Your goal: Among the lines below, count those with "lane". Give the total alone.

▽

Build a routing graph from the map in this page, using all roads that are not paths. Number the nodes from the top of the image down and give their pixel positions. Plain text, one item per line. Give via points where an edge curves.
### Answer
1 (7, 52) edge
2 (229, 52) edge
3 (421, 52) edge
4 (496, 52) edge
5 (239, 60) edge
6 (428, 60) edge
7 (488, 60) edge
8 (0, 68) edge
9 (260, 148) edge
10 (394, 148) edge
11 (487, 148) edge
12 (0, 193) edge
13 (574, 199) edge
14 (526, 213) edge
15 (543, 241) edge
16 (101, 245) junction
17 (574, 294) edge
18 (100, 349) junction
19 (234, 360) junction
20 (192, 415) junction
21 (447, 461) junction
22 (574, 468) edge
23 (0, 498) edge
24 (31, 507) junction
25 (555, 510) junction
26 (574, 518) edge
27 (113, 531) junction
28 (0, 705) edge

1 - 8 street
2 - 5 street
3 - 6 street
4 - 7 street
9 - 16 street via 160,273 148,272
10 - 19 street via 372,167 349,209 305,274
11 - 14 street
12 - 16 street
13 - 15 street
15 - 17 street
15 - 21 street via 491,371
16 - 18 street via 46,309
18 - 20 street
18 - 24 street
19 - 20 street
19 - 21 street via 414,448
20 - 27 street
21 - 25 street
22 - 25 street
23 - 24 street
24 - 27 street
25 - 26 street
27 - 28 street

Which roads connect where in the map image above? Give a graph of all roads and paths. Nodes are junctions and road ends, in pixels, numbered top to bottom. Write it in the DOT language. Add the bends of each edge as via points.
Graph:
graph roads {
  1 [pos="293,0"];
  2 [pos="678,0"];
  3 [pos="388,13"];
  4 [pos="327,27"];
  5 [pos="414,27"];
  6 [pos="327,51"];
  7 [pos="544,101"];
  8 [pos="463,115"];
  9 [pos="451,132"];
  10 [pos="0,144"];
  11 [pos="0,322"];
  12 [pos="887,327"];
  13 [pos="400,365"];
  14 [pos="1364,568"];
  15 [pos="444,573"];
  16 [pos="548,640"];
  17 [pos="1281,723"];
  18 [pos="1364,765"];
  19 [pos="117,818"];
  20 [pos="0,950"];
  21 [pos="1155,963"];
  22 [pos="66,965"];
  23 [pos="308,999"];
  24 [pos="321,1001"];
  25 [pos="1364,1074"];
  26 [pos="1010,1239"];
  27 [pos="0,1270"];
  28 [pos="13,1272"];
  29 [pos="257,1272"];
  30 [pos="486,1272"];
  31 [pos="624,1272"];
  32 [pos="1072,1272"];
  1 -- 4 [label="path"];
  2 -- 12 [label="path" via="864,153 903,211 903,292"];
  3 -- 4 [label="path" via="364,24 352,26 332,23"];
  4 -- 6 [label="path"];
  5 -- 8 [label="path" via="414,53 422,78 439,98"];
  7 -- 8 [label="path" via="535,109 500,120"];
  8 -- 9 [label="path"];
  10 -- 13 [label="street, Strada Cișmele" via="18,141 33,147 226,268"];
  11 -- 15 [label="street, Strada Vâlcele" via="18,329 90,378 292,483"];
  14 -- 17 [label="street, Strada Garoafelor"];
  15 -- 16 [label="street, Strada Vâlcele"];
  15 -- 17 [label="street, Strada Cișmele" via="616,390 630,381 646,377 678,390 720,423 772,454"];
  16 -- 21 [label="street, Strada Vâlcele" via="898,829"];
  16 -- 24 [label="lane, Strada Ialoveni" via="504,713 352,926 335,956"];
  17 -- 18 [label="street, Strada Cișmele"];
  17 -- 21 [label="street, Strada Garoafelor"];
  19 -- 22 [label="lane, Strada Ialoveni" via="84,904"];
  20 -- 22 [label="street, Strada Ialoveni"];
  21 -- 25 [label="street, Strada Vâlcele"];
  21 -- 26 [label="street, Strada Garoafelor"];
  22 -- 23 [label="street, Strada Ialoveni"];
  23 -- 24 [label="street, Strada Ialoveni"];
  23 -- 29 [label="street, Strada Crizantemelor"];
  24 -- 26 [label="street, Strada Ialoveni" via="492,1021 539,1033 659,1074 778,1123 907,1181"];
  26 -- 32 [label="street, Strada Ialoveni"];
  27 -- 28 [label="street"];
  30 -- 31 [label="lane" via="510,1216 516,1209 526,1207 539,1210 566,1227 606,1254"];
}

△

Result for this exercise: 3